The Compleat Housewife, or, Accomplished Gentlewoman's Companion: being a collection of upwards of five hundred of the most approved receipts in cookery, pastry, confectionary, preserving, pickles, cakes, creams, jellies, made wines, cordials : with copper plates curiously engraven for the regular disposition or placing the various dishes and courses, and also bills of fare for every month in the year : to which is added, a collection of near two hundred family receipts of medicines ... by E.S.

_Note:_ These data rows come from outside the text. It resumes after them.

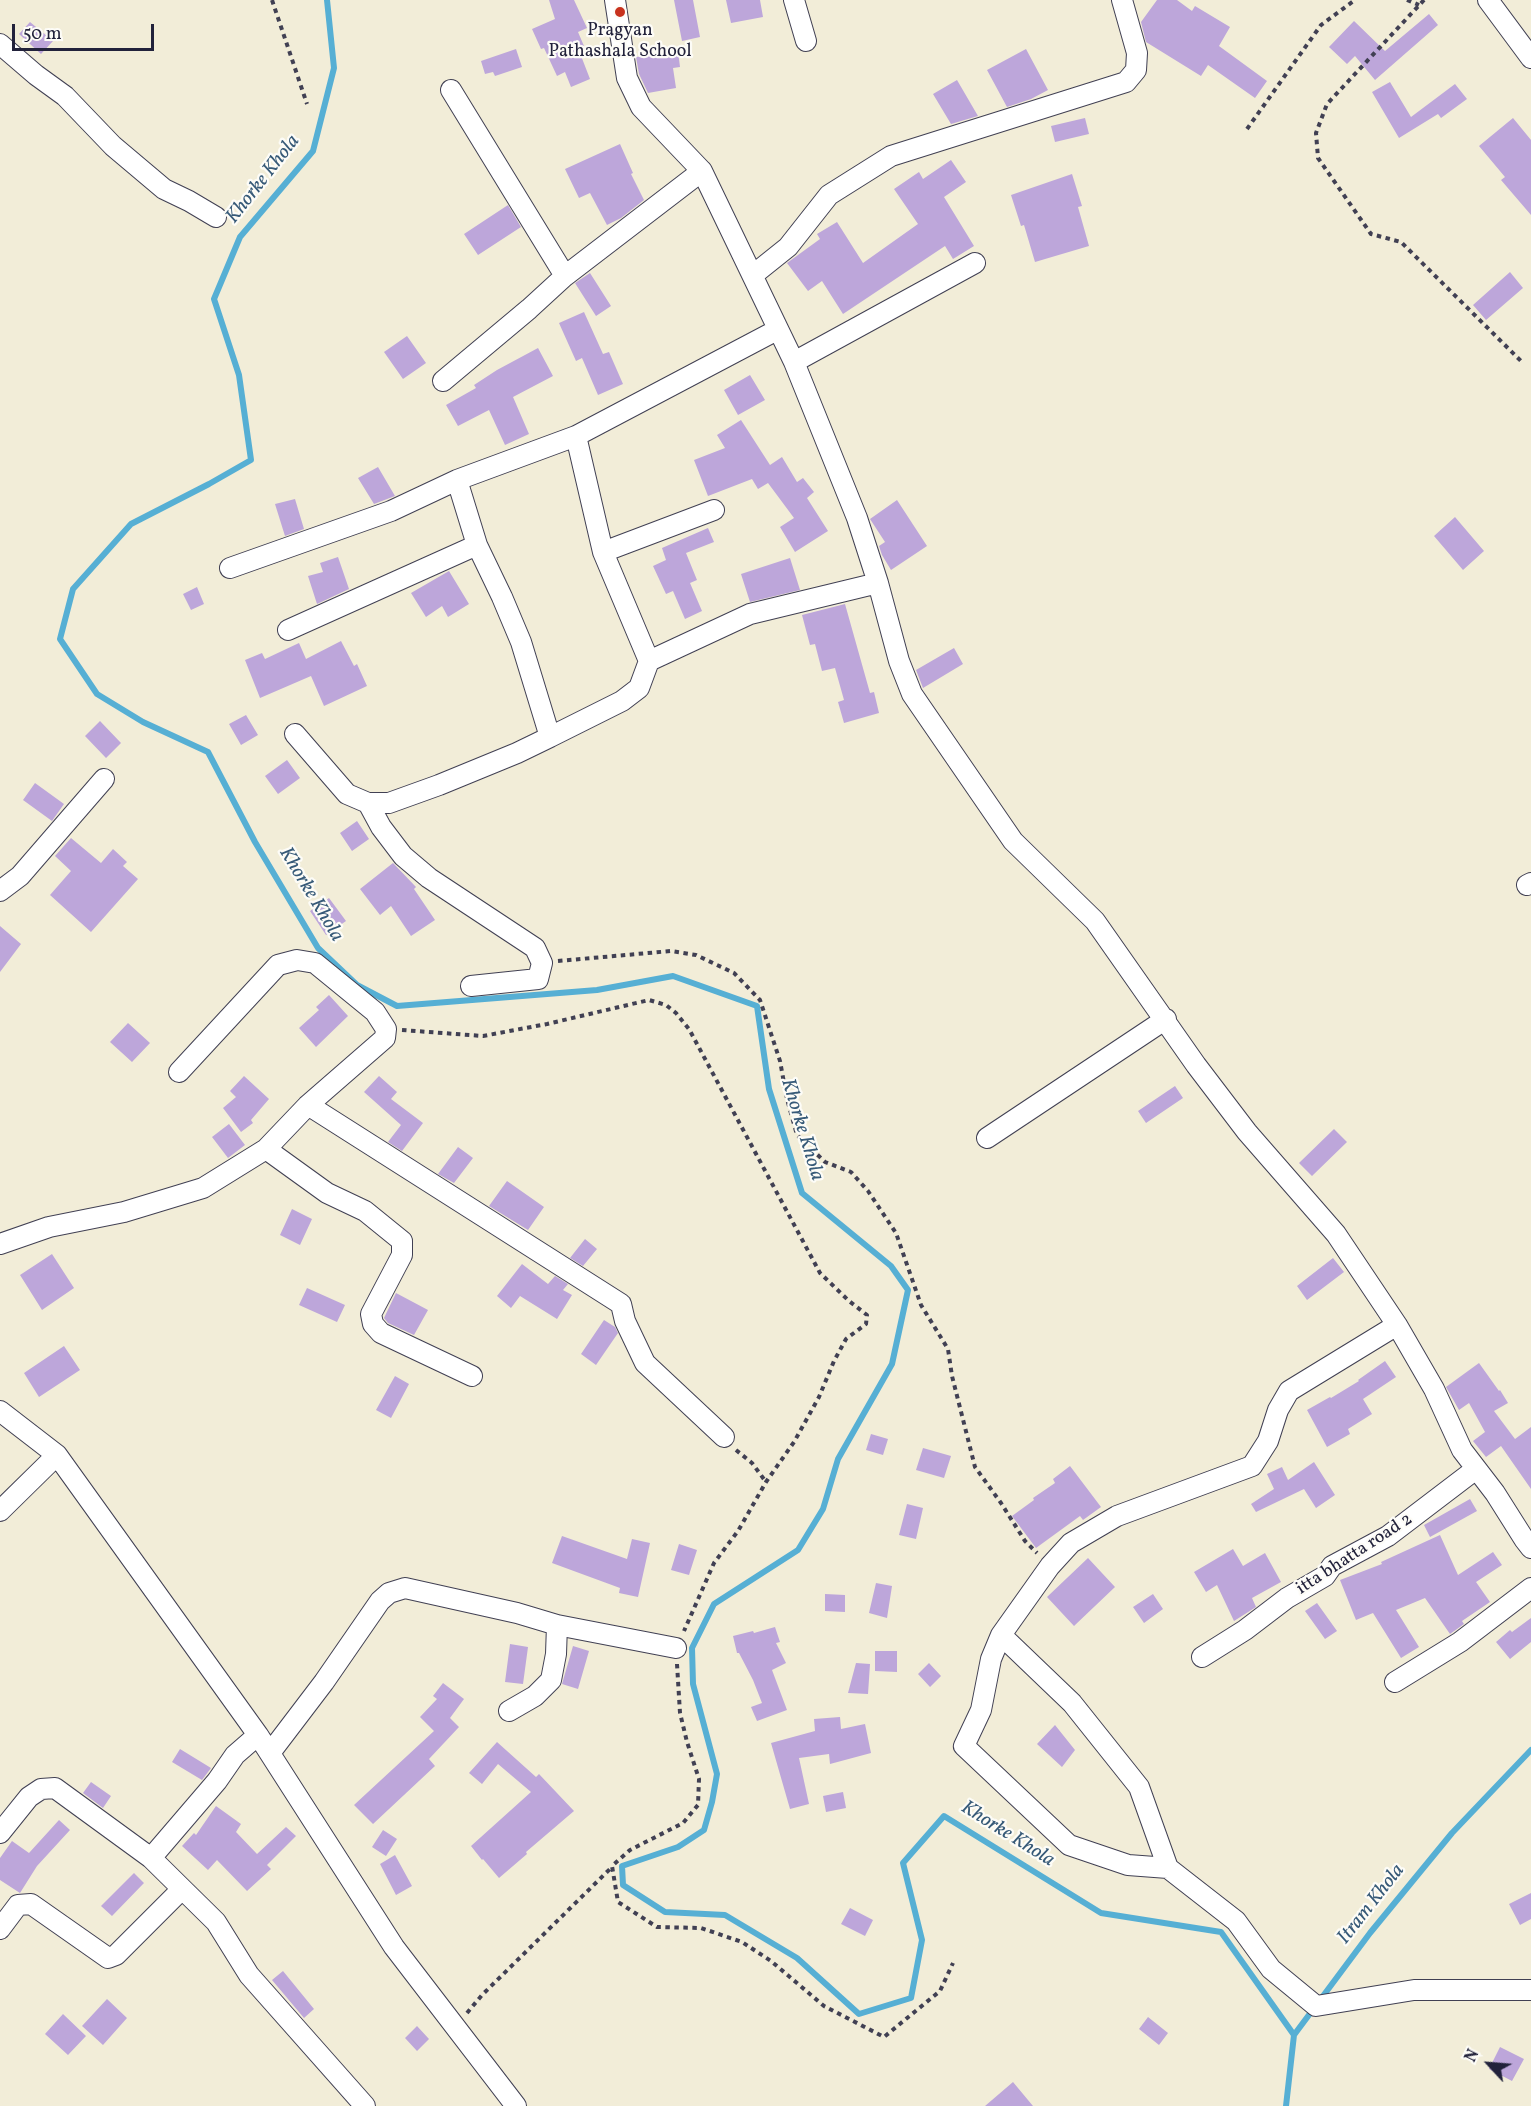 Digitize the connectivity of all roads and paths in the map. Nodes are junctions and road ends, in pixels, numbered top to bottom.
1 (272, 0) edge
2 (615, 0) edge
3 (794, 0) edge
4 (1122, 0) edge
5 (1355, 0) edge
6 (1407, 0) edge
7 (1424, 0) edge
8 (1488, 0) edge
9 (1419, 5) junction
10 (806, 40) dead end
11 (0, 44) edge
12 (1531, 58) edge
13 (451, 90) dead end
14 (308, 104) dead end
15 (1247, 129) dead end
16 (702, 171) junction
17 (216, 218) dead end
18 (975, 263) dead end
19 (753, 275) junction
20 (565, 276) junction
21 (777, 330) junction
22 (1521, 361) dead end
23 (794, 362) junction
24 (443, 381) dead end
25 (576, 436) junction
26 (457, 480) junction
27 (714, 510) dead end
28 (477, 545) junction
29 (603, 552) junction
30 (230, 568) dead end
31 (878, 583) junction
32 (288, 630) dead end
33 (649, 661) junction
34 (296, 734) dead end
35 (550, 737) junction
36 (104, 779) dead end
37 (368, 803) junction
38 (0, 891) edge
39 (542, 963) junction
40 (471, 986) dead end
41 (1166, 1019) junction
42 (386, 1029) junction
43 (179, 1072) dead end
44 (308, 1105) junction
45 (987, 1138) dead end
46 (266, 1149) junction
47 (0, 1244) edge
48 (1397, 1325) junction
49 (471, 1376) dead end
50 (0, 1411) edge
51 (724, 1437) joint
52 (57, 1455) junction
53 (1476, 1469) junction
54 (766, 1482) junction
55 (0, 1511) edge
56 (1531, 1548) edge
57 (1050, 1566) junction
58 (1531, 1588) edge
59 (557, 1625) junction
60 (1001, 1635) junction
61 (676, 1648) junction
62 (1202, 1658) dead end
63 (1395, 1682) dead end
64 (509, 1711) dead end
65 (258, 1735) junction
66 (270, 1753) junction
67 (0, 1833) edge
68 (152, 1858) junction
69 (612, 1866) junction
70 (1168, 1868) junction
71 (182, 1889) junction
72 (0, 1929) edge
73 (953, 1963) dead end
74 (1531, 1990) edge
75 (455, 2027) junction
76 (364, 2106) edge
77 (516, 2106) edge

1 - 14 path
2 - 16 street
3 - 10 street
4 - 19 street
5 - 15 path
6 - 9 path
7 - 9 path
8 - 12 street
9 - 22 path
11 - 17 street
13 - 20 street
16 - 19 street
16 - 20 street
18 - 23 street
19 - 21 street
20 - 24 street
21 - 23 street
21 - 25 street
23 - 31 street
25 - 26 street
25 - 29 street
26 - 28 street
26 - 30 street
27 - 29 street
28 - 32 street
28 - 35 street
29 - 33 street
31 - 33 street
31 - 41 street
33 - 35 street
34 - 37 street
35 - 37 street
36 - 38 street
37 - 39 street
39 - 40 street
39 - 57 path
41 - 45 street
41 - 48 street
42 - 43 street
42 - 44 street
42 - 54 path
44 - 46 street
44 - 51 street
46 - 47 street
46 - 49 street
48 - 53 street
48 - 57 street
50 - 52 street
51 - 54 path
52 - 55 street
52 - 65 street
53 - 56 street
53 - 62 street, itta bhatta road 2
54 - 61 path
57 - 60 street
58 - 63 street
59 - 61 street
59 - 64 street
59 - 66 street
60 - 70 street
60 - 70 street
61 - 69 path
65 - 66 street
65 - 68 street
66 - 75 street
67 - 68 street
68 - 71 street
69 - 73 path
69 - 75 path
70 - 74 street
71 - 72 street
71 - 76 street
75 - 77 street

London: Printed for J. Pemberton, 1727.

Octavo (19.5 x 12 cm.), [16], 326, [16] pages. Signatures: A-X Y ( -Y4) a . Index. Illustrated with woodcut vignettes in the text, and with [6] folded leaves of plates; lacking part of plate no. 1, after the first fold. Bitting notes the "plates are not usually present until the 9th edition and those that follow" (page 438). Other titles: Accomplished Gentlewoman's Companion; Compleat Housewife. FIRST EDITION. An important cookbook. "After Hannah Glasse and, perhaps, Elizabeth Raffald, Eliza Smith is one of the best known of 18th Century cookery writers...' (Maclean page 134). Originally published in 1727, The Compleat Housewife was issued in many editions; in 1742 it became the first cookbook printed in what was to be the United States, fifty-four years before the first cookbook compiled and published in the U.S., Amelia Simmons' American Cookery (Hartford, 1796). The author was a cook or housekeeper, and the recipes were drawn largely from her private recipe manuscripts, the tradition to date, though one which was waning as more cookbooks were compiled with recipes borrowed from other books. The medicinal recipes were included largely to help less fortunate neighbors, as the members of the household would have a doctor (Lehman, The British Housewife). During the author's lifetime her name appeared only as "E_ S_", expanding to "E. Smith" in the fifth edition, but never appeared fully as "Eliza Smith". Lehman concurs with Genevieve Yost that there is no evidence for the author's first name being Eliza (Lehman, page 450-51). ~ Lacking part of the first plate as noted above; otherwise folding plates are clean and sound. A few small pencil annotations to text. Rebound in red calf, using original, gilt-paneled boards; new hinges and gilt-titled and -decorated spine panel. Generally near very good. Rare; not one copy of the first edition sold at auction in the last fifty years (RareBookHub). [OCLC locates six copies of the first edition; Bitting, page 438 (but only for the fourth edition of 1730; Maclean, page 134].